In the What’s Working survey from the consulting company Mercer, nearly 30,000 workers were surveyed from 17 countries in order to address this very issue.[ii] The survey found that 50% of employees are not happy at their job. Additionally, the findings indicate that within the US, 32% of workers are seriously considered leaving the firm, up from 23% in 2005. 21% of employees are not considering leaving but have an unfavorable view of their employers and score very low on measures of engagement. These statistics shock most organizations since the number of disengaged workers within the company is much higher than most employers expect.
If many employers are not fully aware of the amount of disengagement in the office, most likely they are not aware of the negative effects that trickle down from disengagement. “The business consequences of this erosion in employee sentiment are significant, and clearly the issue goes far beyond retention,” states Mindy Fox, a Senior Partner at Mercer and the firm’s US Region Leader. “Diminished loyalty and widespread apathy can undermine business performance, particularly as companies increasingly look to their workforces to drive productivity gains and spur innovation,” Fox explains.
Psychologists have studied disengagement and have defined it as the state where the employee separates himself or herself emotionally, psychologically, and even physically from work. The characteristics of disengagement include passive behavior, emotional absence, withdrawn tendencies, and a lack of connectedness.[iii]
Most people are familiar with this state because they have personally experienced disengagement. Think about a job you have been in when you weren’t satisfied. How interested were you in completing your tasks and responsibilities? Was it a major effort just to force you to get started on a project? How good did calling in sick to avoid going into work sound?
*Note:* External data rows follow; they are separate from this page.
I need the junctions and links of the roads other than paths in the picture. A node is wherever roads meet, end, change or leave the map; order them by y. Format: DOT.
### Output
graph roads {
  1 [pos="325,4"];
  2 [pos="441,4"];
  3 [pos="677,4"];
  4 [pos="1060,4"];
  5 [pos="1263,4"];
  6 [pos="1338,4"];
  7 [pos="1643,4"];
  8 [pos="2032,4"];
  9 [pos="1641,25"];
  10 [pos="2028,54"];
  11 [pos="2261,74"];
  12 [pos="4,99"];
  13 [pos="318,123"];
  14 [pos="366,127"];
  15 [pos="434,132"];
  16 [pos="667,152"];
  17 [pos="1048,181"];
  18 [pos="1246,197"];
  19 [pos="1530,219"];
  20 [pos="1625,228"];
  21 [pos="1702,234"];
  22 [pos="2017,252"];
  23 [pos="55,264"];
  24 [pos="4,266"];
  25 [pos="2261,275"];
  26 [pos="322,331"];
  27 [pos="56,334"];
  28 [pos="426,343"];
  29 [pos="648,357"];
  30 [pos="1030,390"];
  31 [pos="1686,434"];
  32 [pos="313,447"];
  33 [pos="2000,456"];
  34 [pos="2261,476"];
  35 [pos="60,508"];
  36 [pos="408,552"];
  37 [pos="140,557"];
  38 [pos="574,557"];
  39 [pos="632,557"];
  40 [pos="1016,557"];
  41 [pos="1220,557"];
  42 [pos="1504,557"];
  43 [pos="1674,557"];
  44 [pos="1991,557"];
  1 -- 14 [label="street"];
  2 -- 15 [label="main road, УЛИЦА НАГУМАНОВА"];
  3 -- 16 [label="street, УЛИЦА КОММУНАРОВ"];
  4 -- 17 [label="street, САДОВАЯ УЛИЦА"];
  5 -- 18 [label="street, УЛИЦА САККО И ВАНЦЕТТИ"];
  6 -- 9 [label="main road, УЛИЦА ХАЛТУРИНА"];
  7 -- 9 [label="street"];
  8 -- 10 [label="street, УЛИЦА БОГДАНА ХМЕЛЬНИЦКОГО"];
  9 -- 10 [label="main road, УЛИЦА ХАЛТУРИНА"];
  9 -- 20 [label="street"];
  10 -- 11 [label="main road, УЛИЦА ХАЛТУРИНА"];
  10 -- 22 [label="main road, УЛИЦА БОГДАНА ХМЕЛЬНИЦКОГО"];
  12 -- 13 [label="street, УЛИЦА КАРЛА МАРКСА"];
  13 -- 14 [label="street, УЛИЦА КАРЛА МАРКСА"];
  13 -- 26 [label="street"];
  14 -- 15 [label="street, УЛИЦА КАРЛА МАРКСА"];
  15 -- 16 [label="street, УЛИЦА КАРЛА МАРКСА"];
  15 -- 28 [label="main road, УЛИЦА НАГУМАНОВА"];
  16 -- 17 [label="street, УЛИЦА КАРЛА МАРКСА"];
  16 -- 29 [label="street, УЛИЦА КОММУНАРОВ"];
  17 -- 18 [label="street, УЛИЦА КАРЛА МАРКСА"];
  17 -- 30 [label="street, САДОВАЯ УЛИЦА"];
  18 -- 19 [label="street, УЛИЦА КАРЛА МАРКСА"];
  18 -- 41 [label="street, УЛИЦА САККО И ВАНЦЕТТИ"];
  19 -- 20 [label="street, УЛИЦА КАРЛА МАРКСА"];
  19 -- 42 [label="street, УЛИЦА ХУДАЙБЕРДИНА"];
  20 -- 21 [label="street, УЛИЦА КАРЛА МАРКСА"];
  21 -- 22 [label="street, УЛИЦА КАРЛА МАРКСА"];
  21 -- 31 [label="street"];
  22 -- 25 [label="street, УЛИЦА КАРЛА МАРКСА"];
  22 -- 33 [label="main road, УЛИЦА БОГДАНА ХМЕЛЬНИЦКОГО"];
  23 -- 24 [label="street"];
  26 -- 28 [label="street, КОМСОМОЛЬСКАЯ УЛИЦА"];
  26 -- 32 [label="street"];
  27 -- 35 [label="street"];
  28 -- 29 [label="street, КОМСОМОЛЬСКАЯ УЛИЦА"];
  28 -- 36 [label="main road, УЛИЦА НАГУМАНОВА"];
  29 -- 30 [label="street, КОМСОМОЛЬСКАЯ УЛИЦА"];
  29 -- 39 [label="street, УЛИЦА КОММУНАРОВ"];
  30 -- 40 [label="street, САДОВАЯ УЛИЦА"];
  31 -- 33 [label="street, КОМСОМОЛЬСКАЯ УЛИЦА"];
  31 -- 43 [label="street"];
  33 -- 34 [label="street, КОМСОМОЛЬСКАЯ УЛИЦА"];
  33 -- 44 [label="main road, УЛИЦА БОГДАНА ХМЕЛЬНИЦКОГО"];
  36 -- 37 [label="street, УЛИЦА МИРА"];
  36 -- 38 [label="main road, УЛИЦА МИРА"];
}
These are all common symptoms of experiencing disengagement at work, and disengagement is the precursor to more serious issue including job burnout, turnover, and presenteeism.
[i] Vance, R. J. (2006). Employee engagement and commitment: A guide to understanding, measuring, and increasing engagement in your organization. Alexandria, VA: The SHRM Foundation.
[iii] Kahn, W. (1990). Psychological conditions of personal engagement and disengagement at work. Academy of Management Journal, 33, 692-724.